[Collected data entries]
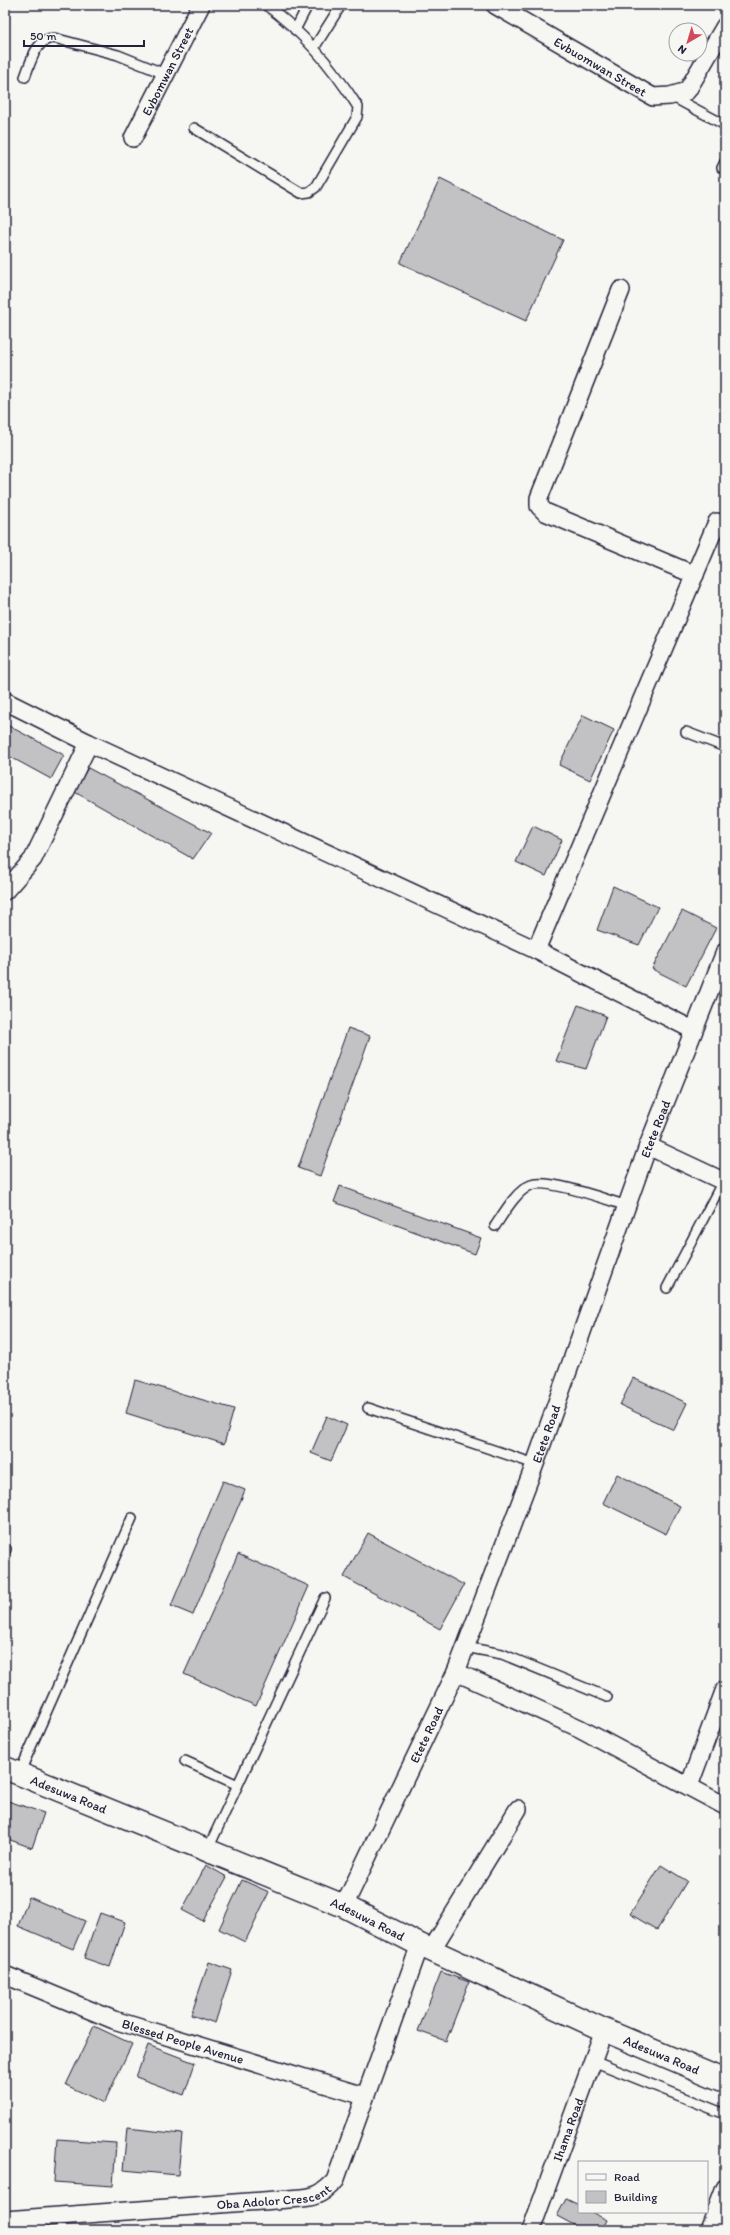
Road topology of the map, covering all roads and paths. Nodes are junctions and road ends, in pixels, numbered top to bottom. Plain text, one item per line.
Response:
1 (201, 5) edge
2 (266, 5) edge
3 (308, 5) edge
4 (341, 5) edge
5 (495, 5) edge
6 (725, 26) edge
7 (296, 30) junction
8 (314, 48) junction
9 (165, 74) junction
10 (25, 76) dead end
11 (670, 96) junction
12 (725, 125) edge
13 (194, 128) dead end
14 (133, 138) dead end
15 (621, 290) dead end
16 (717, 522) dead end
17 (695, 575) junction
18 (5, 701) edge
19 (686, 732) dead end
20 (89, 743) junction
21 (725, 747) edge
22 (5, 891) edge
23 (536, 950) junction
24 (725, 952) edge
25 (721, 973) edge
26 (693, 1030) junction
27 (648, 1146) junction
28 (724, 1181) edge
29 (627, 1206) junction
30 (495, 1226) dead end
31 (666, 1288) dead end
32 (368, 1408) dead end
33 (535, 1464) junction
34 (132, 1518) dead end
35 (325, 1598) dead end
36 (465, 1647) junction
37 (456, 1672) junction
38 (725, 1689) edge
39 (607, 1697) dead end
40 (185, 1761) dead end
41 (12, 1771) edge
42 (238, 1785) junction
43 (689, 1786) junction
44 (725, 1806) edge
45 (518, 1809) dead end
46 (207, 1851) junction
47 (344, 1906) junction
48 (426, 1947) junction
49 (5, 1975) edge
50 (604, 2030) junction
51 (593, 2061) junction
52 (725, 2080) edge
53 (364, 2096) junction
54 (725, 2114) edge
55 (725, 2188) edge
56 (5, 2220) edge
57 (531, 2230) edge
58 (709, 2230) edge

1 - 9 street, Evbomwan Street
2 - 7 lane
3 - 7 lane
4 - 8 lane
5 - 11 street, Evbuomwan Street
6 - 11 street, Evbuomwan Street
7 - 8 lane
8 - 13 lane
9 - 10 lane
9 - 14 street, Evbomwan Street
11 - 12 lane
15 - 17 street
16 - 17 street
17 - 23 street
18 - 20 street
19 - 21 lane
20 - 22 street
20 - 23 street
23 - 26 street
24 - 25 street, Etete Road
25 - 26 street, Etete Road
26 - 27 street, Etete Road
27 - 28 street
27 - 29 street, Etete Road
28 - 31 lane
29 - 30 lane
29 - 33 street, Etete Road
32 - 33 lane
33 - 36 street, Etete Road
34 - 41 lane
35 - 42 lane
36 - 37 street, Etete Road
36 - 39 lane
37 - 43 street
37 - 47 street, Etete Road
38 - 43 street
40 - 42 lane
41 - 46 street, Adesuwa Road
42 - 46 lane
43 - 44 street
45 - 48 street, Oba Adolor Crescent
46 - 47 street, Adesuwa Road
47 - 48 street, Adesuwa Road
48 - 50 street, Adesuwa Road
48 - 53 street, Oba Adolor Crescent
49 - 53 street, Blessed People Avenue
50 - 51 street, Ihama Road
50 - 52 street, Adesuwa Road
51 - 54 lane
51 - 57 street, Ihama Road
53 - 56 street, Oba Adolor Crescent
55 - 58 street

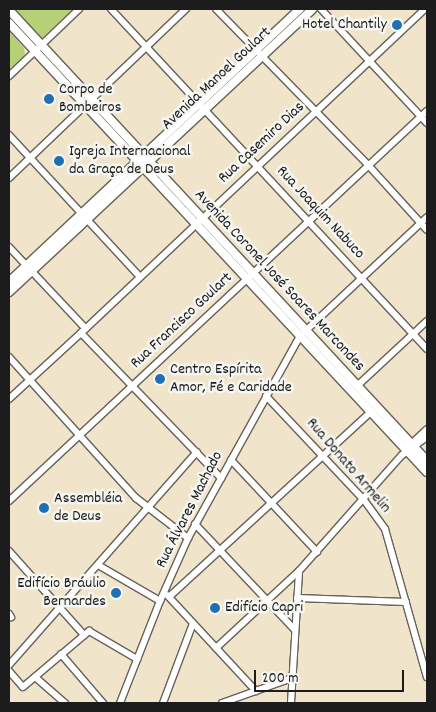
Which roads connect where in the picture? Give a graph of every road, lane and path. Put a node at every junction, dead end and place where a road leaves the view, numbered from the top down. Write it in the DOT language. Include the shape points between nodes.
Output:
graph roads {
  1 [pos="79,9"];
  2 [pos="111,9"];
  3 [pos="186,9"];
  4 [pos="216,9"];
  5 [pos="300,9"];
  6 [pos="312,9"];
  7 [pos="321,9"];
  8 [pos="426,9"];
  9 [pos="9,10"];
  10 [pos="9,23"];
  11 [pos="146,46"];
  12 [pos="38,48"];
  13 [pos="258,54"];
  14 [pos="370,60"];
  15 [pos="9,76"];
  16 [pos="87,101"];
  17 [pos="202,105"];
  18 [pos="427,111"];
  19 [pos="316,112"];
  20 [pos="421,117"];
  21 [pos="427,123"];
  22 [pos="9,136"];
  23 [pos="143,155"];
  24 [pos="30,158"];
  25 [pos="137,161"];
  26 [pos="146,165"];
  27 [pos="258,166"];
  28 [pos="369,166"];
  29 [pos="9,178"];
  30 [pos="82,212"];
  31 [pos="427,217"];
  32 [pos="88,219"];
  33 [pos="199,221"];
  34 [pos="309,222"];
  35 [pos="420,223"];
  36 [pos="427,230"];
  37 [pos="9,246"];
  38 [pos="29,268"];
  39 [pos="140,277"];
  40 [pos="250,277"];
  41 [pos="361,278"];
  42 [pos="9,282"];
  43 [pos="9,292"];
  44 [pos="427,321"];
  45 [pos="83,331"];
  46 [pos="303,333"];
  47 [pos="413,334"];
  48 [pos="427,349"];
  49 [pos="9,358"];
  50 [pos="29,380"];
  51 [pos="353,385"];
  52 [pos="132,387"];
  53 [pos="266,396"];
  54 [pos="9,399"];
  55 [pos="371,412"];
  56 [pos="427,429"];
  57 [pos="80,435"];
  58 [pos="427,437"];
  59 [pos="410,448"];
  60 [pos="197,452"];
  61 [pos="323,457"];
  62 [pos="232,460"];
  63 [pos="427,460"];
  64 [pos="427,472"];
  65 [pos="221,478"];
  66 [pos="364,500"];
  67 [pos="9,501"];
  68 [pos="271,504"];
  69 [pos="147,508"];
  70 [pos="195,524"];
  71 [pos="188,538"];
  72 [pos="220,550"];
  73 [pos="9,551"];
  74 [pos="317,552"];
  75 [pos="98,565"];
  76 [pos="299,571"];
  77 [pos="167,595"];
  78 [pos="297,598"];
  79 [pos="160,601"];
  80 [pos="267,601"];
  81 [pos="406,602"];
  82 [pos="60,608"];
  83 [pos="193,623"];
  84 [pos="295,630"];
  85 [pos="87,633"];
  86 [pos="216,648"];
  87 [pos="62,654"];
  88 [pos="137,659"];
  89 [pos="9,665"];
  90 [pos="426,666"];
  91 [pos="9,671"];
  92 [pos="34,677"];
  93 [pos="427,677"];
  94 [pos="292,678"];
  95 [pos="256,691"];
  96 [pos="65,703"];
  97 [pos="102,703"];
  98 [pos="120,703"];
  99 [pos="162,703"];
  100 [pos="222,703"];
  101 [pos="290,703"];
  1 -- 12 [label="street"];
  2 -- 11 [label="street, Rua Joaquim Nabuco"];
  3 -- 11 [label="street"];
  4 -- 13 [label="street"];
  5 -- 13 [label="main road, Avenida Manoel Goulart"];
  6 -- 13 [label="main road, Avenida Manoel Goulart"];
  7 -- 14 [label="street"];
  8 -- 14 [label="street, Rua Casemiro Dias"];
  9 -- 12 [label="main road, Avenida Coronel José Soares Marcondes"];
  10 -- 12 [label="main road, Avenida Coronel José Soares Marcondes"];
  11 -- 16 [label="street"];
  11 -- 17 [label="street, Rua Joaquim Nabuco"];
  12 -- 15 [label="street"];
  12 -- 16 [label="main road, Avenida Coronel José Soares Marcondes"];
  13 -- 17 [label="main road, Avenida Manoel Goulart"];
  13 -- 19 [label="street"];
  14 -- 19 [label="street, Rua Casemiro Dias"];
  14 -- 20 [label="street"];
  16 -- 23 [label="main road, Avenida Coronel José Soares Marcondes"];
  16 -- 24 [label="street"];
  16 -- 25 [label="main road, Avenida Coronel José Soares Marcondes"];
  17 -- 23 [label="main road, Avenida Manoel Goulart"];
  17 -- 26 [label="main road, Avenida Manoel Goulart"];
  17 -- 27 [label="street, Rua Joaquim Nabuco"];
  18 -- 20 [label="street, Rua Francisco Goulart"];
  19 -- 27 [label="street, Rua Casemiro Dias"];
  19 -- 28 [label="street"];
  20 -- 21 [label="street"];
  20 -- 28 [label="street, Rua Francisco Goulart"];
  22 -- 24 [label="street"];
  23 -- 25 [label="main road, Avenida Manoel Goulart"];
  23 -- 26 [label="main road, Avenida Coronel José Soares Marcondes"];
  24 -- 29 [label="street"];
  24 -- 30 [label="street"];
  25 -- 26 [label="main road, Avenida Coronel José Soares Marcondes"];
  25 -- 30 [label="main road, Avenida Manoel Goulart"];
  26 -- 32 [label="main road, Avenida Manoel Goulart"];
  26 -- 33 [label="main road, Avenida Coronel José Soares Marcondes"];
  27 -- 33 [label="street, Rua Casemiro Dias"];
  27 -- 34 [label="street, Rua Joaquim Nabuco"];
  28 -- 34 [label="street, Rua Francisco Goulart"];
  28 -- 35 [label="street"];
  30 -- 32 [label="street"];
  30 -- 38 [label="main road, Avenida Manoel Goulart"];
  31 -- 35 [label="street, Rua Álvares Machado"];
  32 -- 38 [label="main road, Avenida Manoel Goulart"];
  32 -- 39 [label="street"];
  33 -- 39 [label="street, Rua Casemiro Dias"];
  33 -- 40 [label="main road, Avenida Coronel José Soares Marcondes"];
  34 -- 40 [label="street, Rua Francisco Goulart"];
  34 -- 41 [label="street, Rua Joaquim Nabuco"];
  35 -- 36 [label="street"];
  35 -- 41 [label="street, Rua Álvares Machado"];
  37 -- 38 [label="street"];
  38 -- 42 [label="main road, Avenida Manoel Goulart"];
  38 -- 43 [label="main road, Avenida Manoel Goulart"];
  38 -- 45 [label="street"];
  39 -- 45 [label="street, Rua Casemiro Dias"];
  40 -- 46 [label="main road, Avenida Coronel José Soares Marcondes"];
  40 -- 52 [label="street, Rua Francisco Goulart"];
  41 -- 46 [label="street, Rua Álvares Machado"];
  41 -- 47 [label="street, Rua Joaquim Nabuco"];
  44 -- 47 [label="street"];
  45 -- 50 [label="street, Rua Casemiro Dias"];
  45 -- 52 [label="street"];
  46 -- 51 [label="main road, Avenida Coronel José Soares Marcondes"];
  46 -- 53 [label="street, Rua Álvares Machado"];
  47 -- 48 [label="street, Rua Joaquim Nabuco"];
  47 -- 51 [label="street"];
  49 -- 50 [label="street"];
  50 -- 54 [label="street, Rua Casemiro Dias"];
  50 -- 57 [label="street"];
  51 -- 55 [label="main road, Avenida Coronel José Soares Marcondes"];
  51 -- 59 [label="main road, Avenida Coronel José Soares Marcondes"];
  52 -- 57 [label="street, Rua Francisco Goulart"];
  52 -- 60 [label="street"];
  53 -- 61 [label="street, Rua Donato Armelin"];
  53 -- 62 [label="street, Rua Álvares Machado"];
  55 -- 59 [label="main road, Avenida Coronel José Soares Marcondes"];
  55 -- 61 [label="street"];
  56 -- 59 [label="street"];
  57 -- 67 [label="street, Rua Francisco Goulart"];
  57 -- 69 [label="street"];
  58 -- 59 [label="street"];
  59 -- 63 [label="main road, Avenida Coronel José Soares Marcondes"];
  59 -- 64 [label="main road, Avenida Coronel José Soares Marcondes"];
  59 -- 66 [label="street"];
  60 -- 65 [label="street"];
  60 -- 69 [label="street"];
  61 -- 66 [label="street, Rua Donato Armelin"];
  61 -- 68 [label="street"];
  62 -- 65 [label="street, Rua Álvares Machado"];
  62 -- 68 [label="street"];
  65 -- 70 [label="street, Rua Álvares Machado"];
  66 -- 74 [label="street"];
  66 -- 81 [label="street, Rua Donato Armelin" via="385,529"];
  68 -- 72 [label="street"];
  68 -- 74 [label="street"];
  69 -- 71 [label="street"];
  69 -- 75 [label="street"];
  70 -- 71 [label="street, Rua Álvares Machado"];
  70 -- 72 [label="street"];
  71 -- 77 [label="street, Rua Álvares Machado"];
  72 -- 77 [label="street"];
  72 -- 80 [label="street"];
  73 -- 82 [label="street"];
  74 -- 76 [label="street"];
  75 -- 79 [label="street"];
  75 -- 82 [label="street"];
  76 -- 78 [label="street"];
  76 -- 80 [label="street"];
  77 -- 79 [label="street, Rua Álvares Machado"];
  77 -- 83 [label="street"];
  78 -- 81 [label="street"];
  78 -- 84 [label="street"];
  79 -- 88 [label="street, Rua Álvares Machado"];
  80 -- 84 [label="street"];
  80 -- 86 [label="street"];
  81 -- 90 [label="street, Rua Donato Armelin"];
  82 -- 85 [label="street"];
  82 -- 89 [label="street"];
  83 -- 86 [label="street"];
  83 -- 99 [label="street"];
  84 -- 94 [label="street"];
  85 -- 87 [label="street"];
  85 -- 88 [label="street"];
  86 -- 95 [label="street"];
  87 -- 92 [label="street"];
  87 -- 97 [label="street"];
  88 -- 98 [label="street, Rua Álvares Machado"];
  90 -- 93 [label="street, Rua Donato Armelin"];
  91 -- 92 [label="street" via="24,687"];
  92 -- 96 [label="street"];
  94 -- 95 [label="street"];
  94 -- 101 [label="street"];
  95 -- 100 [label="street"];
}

Task to carry out.
Look through the records and copy down every line that holds "numbered".

Written response.
Road topology of the map, covering all roads and paths. Nodes are junctions and road ends, in pixels, numbered top to bottom. Plain text, one item per line.
Which roads connect where in the picture? Give a graph of every road, lane and path. Put a node at every junction, dead end and place where a road leaves the view, numbered from the top down. Write it in the DOT language. Include the shape points between nodes.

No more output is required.